TASK DIRECTIONS:
Determine how many lines in the entries contain the word "Court", and give that number with no other text.

╭─ MATERIAL FOR THIS EXERCISE

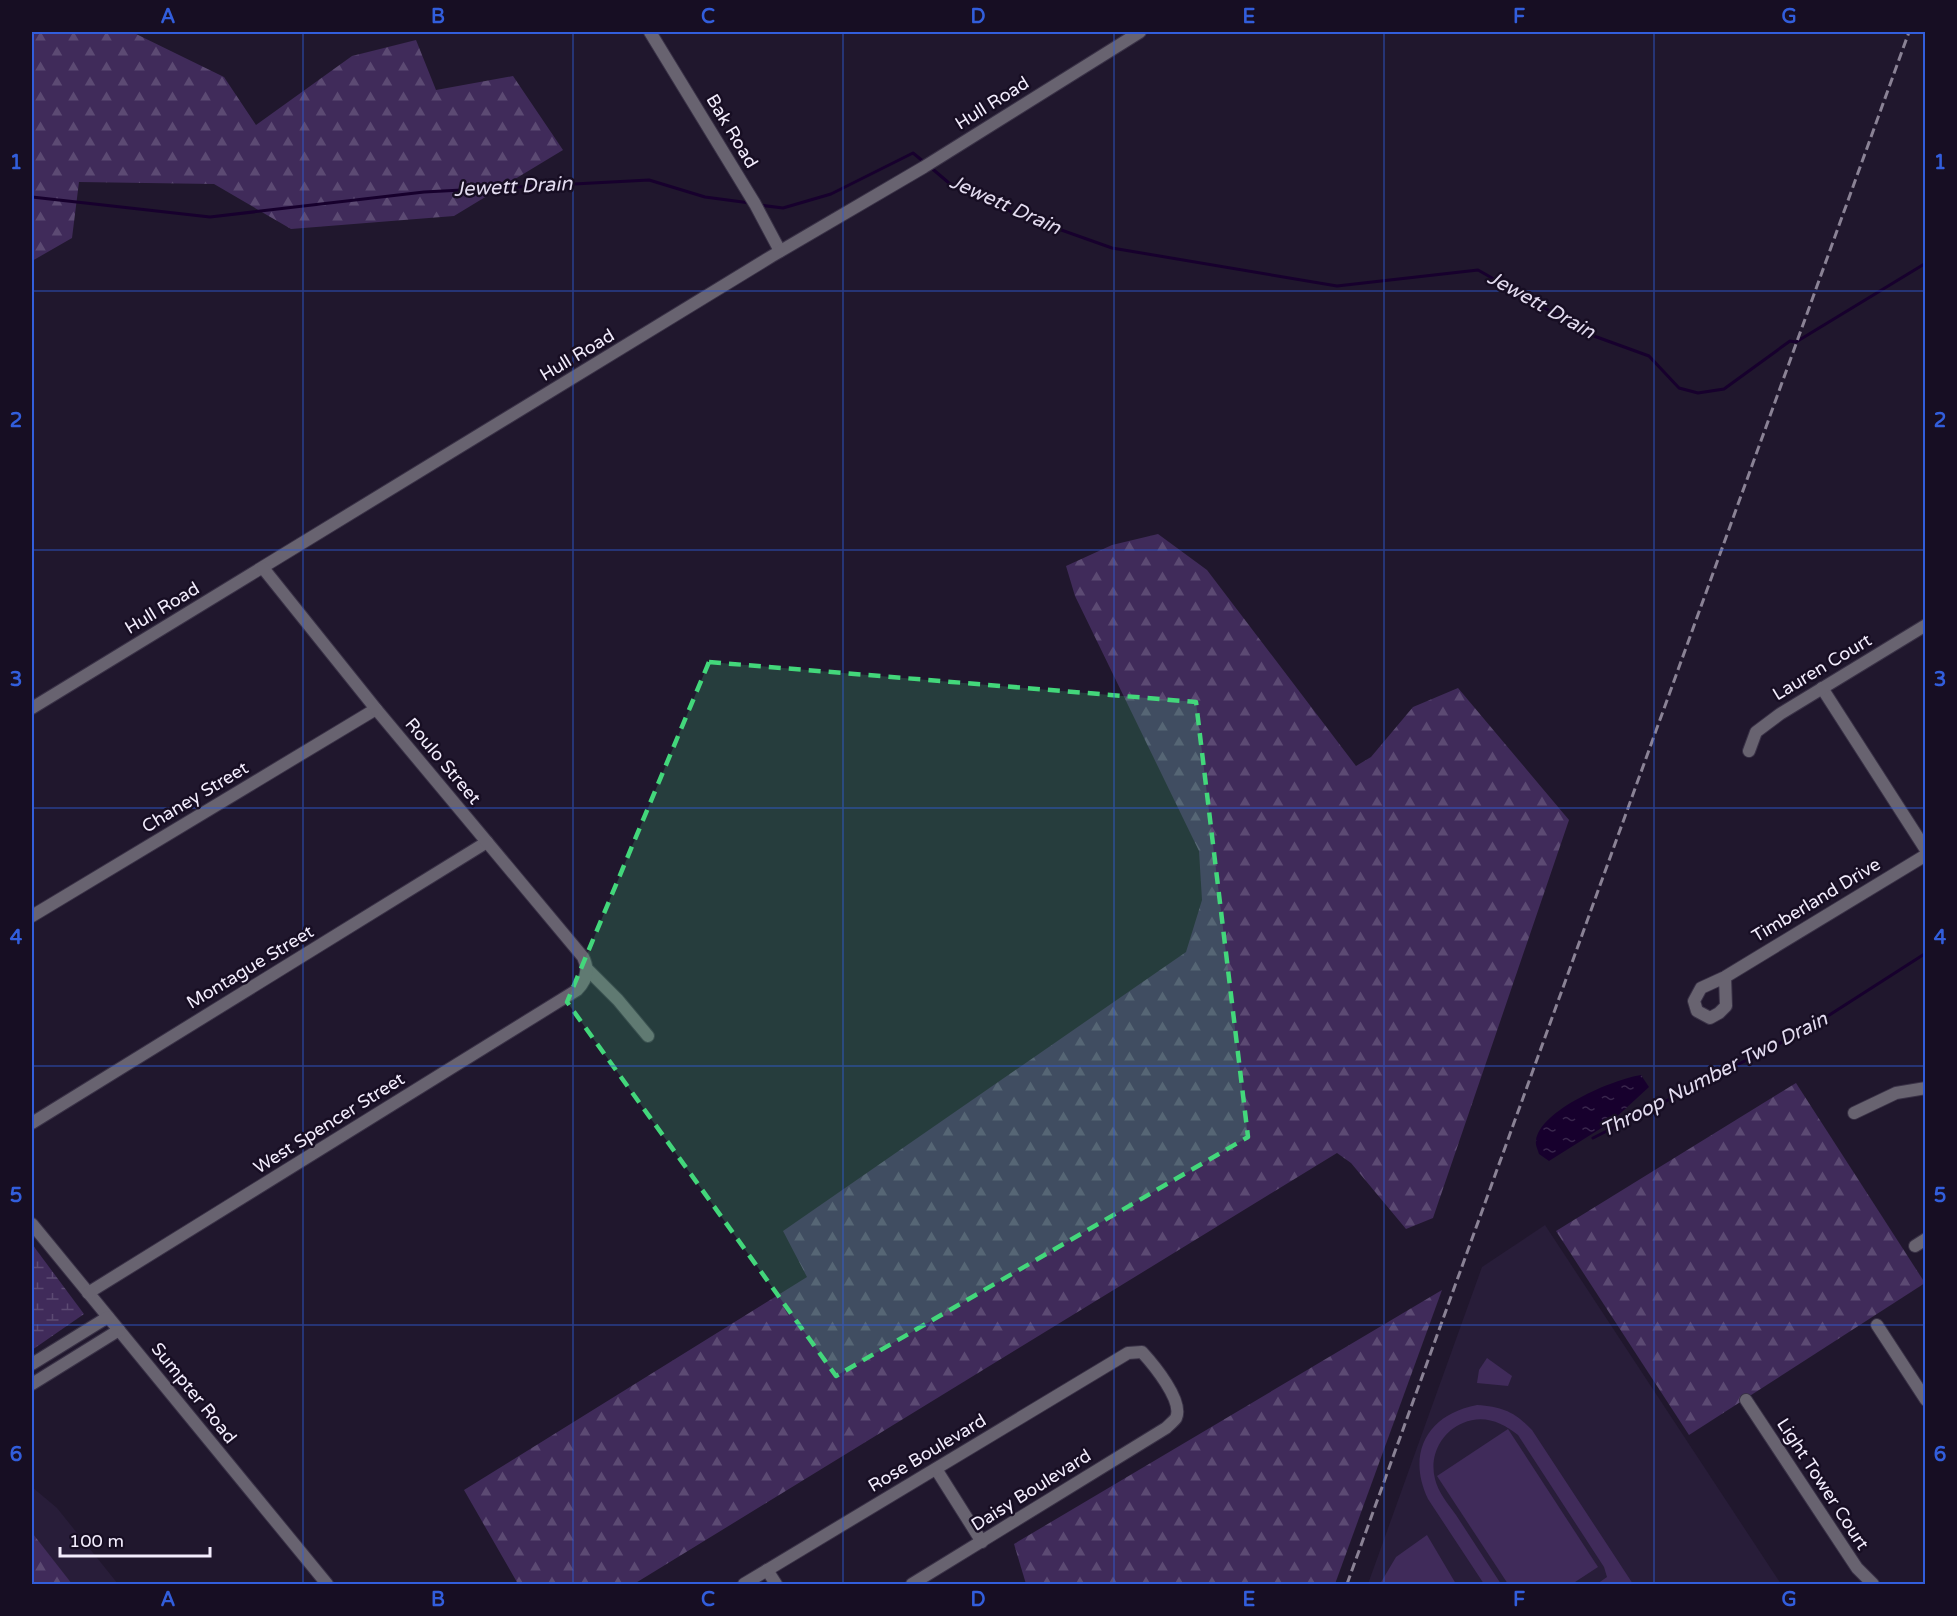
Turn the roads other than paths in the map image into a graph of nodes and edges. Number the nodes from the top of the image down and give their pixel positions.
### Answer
1 (650, 32) edge
2 (1140, 32) edge
3 (780, 251) junction
4 (263, 568) junction
5 (1926, 625) edge
6 (1822, 688) junction
7 (32, 708) edge
8 (376, 709) junction
9 (1749, 751) dead end
10 (488, 842) junction
11 (1926, 850) edge
12 (1926, 855) edge
13 (32, 916) edge
14 (586, 974) junction
15 (1725, 977) dead end
16 (648, 1036) dead end
17 (1926, 1088) edge
18 (1854, 1113) dead end
19 (32, 1123) edge
20 (32, 1224) edge
21 (88, 1293) junction
22 (108, 1317) junction
23 (1877, 1325) dead end
24 (119, 1330) junction
25 (1128, 1353) joint
26 (32, 1364) edge
27 (32, 1384) edge
28 (1746, 1400) dead end
29 (1926, 1400) edge
30 (936, 1469) junction
31 (982, 1542) junction
32 (767, 1570) junction
33 (327, 1584) edge
34 (744, 1584) edge
35 (776, 1584) edge
36 (912, 1584) edge
37 (1873, 1584) edge

1 - 3 street, Bak Road
2 - 3 street, Hull Road
3 - 4 street, Hull Road
4 - 7 street, Hull Road
4 - 8 street, Roulo Street
5 - 6 street, Lauren Court
6 - 9 street, Lauren Court
6 - 11 street
8 - 10 street, Roulo Street
8 - 13 street, Chaney Street
10 - 14 street, Roulo Street
10 - 19 street, Montague Street
12 - 15 street, Timberland Drive
14 - 16 street, Roulo Street
14 - 21 street, West Spencer Street
17 - 18 street
20 - 21 street, Sumpter Road
21 - 22 street, Sumpter Road
22 - 24 street, Sumpter Road
22 - 26 street
23 - 29 street
24 - 27 street
24 - 33 street, Sumpter Road
25 - 30 street, Rose Boulevard
25 - 31 street, Daisy Boulevard
28 - 37 street, Light Tower Court
30 - 31 street
30 - 32 street, Rose Boulevard
31 - 36 street, Daisy Boulevard
32 - 34 street, Rose Boulevard
32 - 35 street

╰─

YOUR RESPONSE:
3